IT Cost Optimization is an emerging discipline that ensures innovation and support for merger and acquisition (M&A) events are not compromised by the continual downward pressure on it budgets. IT departments that implement effective IT Cost Optimization are able to easily maintain total cost transparency in terms that can readily be understood by line-of-business executives. This cost transparency enables those same executives to participate in efforts to reduce IT costs by optimizing configurations, thereby freeing resources for innovation and M&A support.
An IT Cost Optimization definition would be incomplete without a discussion of several constituent elements that come together to provide the visibility and collaboration necessary to sustain innovation investment based on IT.
IT Cost Transparency
At the heart of any cost optimization project is the precise understanding of the existing cost baseline, something like an “IT Bill of Materials”. The consumerization of IT has led to heightened expectations regarding IT cost transparency, as costs for increasingly powerful mobile-based applications and hardware are easy for non-technical people to understand. This level of transparency is now the new normal.
IT Cost Elasticity
One of the biggest challenges to ensuring IT cost transparency is to identify the units by which charges occur. Unlike mobile devices, which are simple to understand, when datacenter costs are under the microscope the charging models are almost unintelligible. Distilling elastic cost metrics such as Service Units, Clustered Cores, Transactions, and similar metrics into terms upon which non-technical management can make quality decisions is a fundamental part of establishing cost transparency.
IT Asset Baseline
Even in a modestly sized organization the number of IT assets that are chargeable would defeat any manual attempt to discover and categorize them. However, no form of cost optimization can occur without an understanding of what IT assets are in place, their configuration, and how they are used. For maximum transparency the scope of this information must encompass workstations, mobile devices, servers, networking, storage and software. Importantly the information must also define the interplay between these elements in order to support the next item; business system correlation.
Business System Correlation
Transparency is about more than just being open. It is about being able to express facts in ways the recipient can understand and use. Making IT costs transparent is a perfect example of this. Line of business executives fully understand their business systems and the value they bring to the organization, therefore truly transparent IT costs must be defined in such terms. This includes grouping the various technical components together that make up a business system.
Once a solid IT cost baseline is established, one that is is fully understood by all interested parties, the move to optimization can occur. IT cost optimization is fundamentally about maintaining the “lights on” operational service (sometimes referred to as MOOSE—Maintenance of Organizations, Operations, Systems and Equipment) at a lower price point, thereby freeing budget to support innovation and M&A expenses.
It’s just not enough to understand the baseline configuration of the IT estate. It is equally important to be sensitive to the relationship between configuration and the deployment of software. For example, the movement of a database onto a server that is part of a cluster may well increase costs by an order of magnitude. Understanding the interplay of licensing, virtualization and clustering is essential if “lights on” IT costs are to be driven down.

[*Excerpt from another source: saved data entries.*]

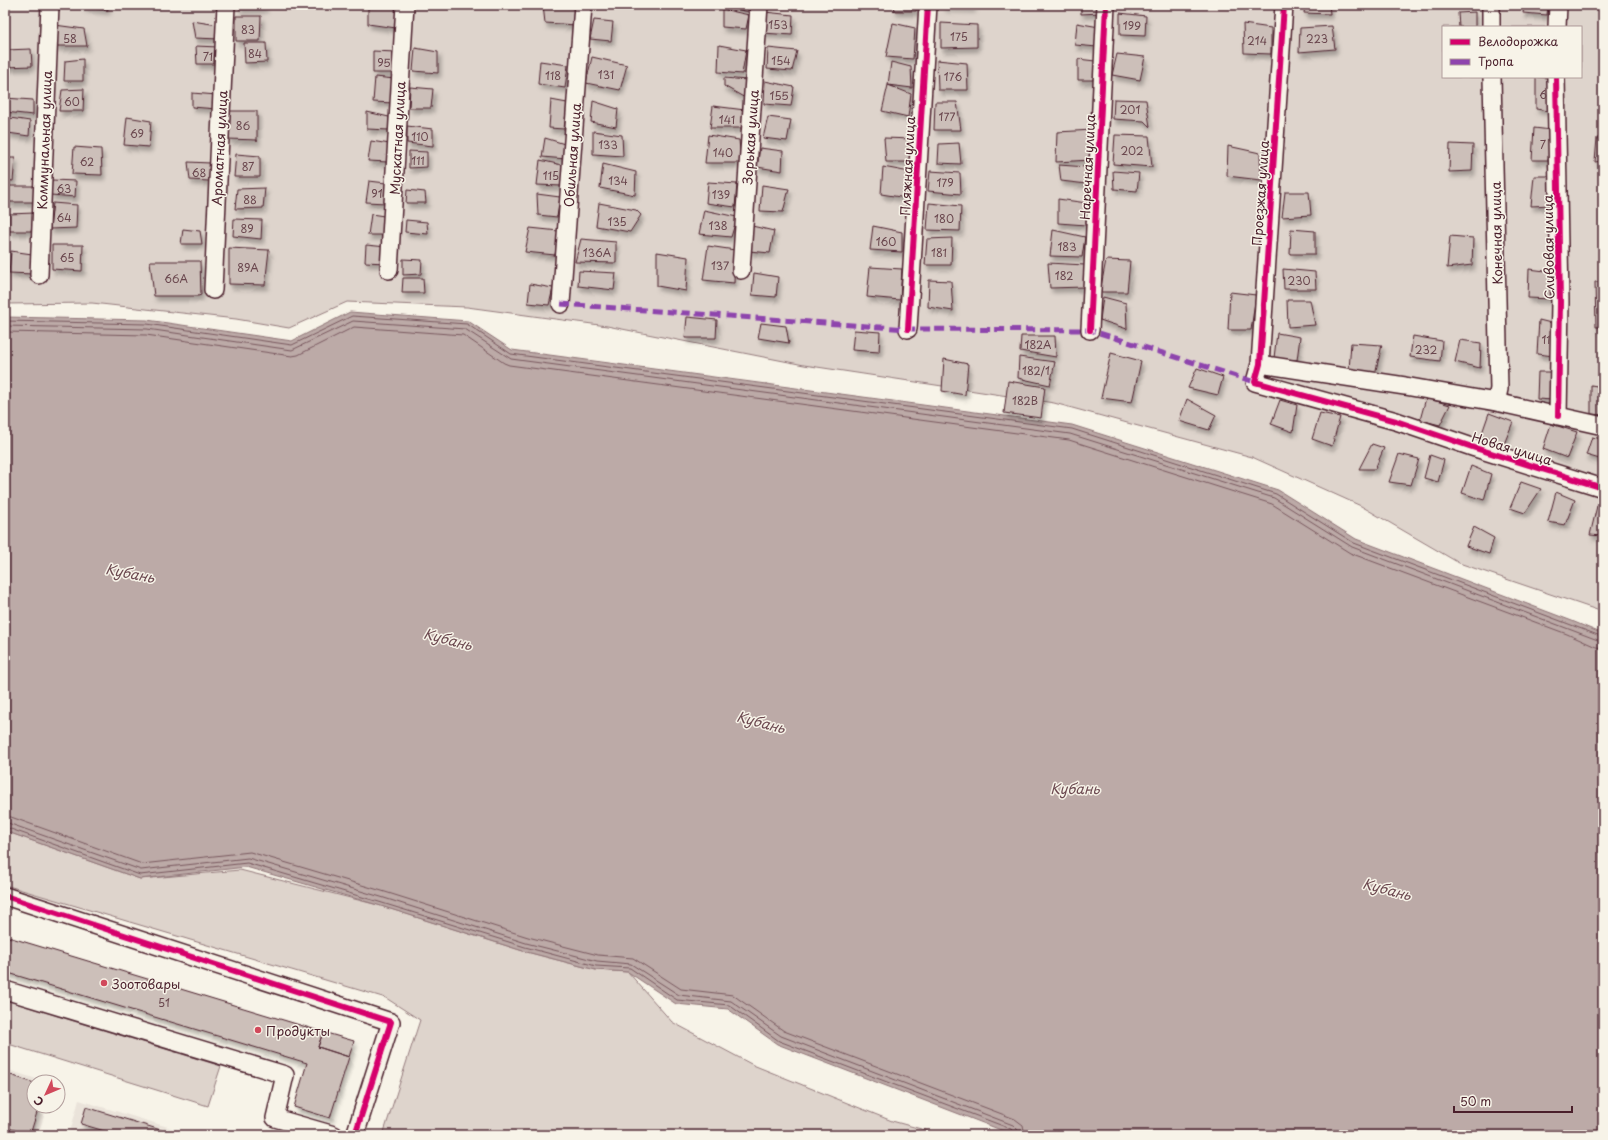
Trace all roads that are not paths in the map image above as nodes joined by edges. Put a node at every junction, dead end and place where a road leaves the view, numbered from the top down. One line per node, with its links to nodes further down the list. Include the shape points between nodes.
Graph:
1 (50, 5): 17 (street, Коммунальная улица)
2 (226, 5): 18 (street, Ароматная улица)
3 (405, 5): 15 (street, Мускатная улица)
4 (583, 5): 19 (street, Обильная улица)
5 (759, 5): 16 (street, Зорькая улица)
6 (928, 5): 20 (street, Пляжная улица)
7 (1106, 5): 21 (street, Наречная улица)
8 (1284, 5): 22 (street, Проезжая улица)
9 (1491, 5): 11 (street)
10 (1558, 5): 12 (street)
11 (1491, 26)
12 (1557, 26)
13 (1492, 78): 23 (street, Конечная улица)
14 (1556, 78): 24 (street, Сливовая улица, via 1560,302)
15 (390, 270)
16 (741, 270)
17 (39, 275)
18 (213, 290)
19 (561, 304)
20 (908, 329)
21 (1090, 330)
22 (1260, 364): 23 (street, via 1404,386); 25 (street, Проезжая улица, via 1255,382)
23 (1497, 396): 24 (street)
24 (1558, 416): 26 (street)
25 (1396, 421): 27 (street, Новая улица)
26 (1603, 426)
27 (1603, 488)
28 (5, 896): 31 (street, via 391,1022)
29 (5, 990): 30 (street, via 285,1075 275,1118)
30 (334, 1135)
31 (355, 1135)

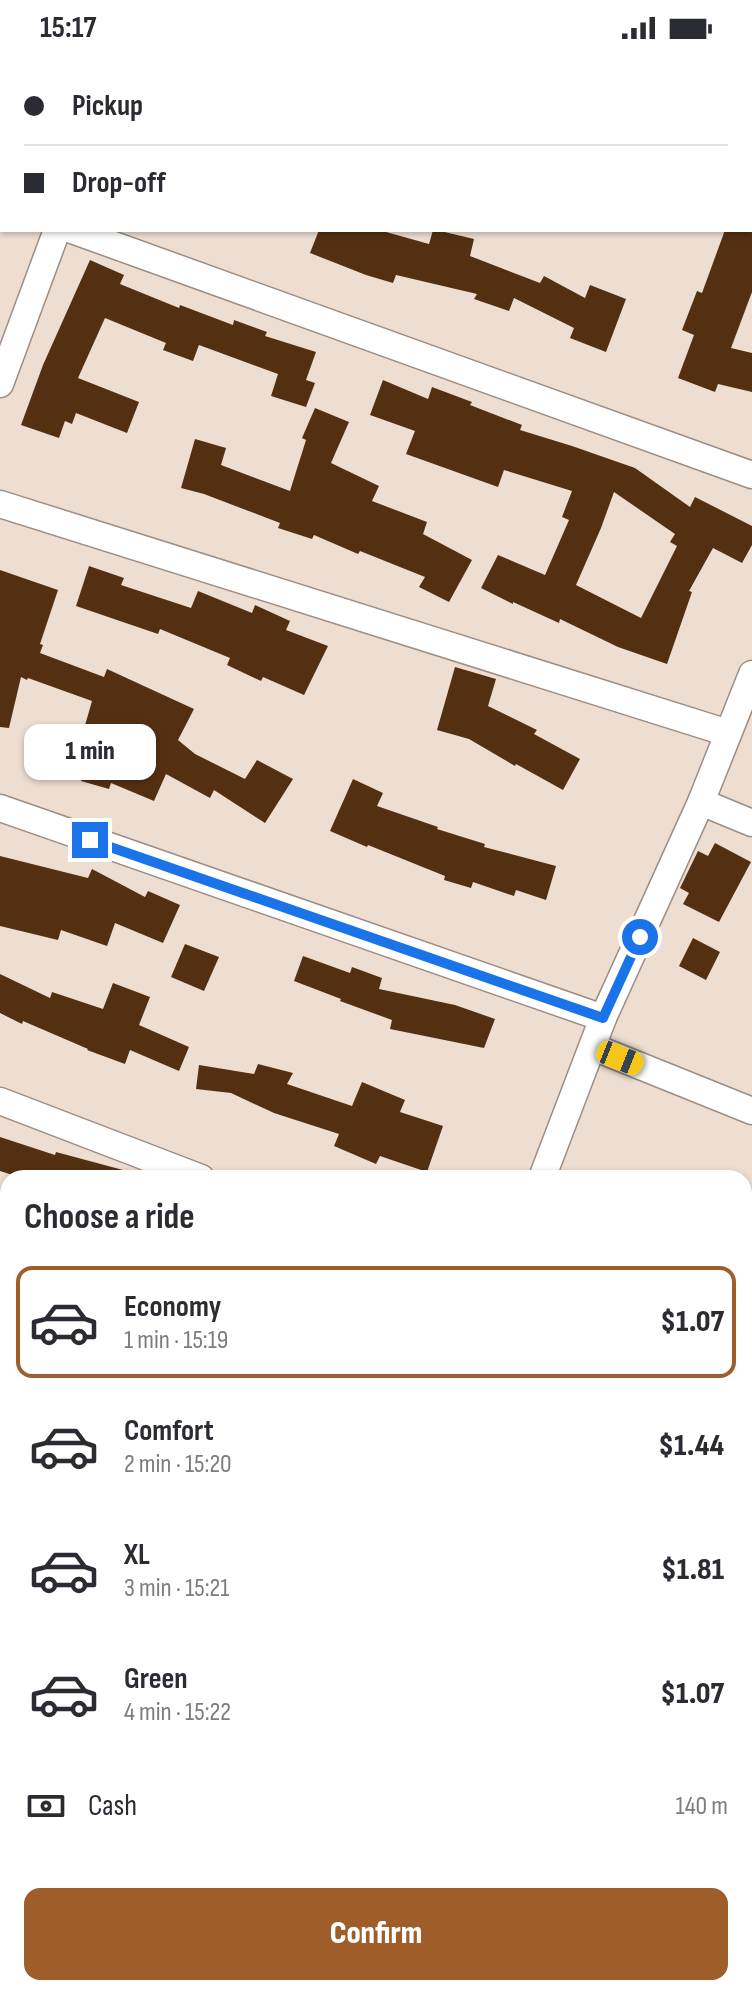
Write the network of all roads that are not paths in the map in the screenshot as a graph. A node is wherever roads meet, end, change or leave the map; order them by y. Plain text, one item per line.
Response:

The final piece of the puzzle is in understanding the extent to which the chargeable IT assets are used. It is not uncommon for larger organizations to have numerous servers, holding expensive licenses, supporting non-existent workloads. Being able to identify by whom and how each of the components of business system are used is essential if a more optimized implementation is to be designed.
Decision Enablement and Modeling
When configuration and usage of existing systems are understood, it becomes possible to model new configurations to assess the potential impact on future expenditure. For example, knowing that a particular dedicated database service is used rarely would enable an informed decision to move it onto a shared machines instance, thereby freeing up the originating machine–but the target implementation would need an optimized license configuration in order to avoid triggering unexpected license charges. Decisions concerning these permutations can be managed in an automated fashion using IT cost optimization modeling tools.
Technology can play a critical role in securing long term competitive advantage and improving customer service. Innovation driven by IT is an imperative for competitive success, but too often the investment in innovation is sacrificed to “lights on” expenditures. The significant savings offered by precision IT cost optimization can fund the innovation organizations need.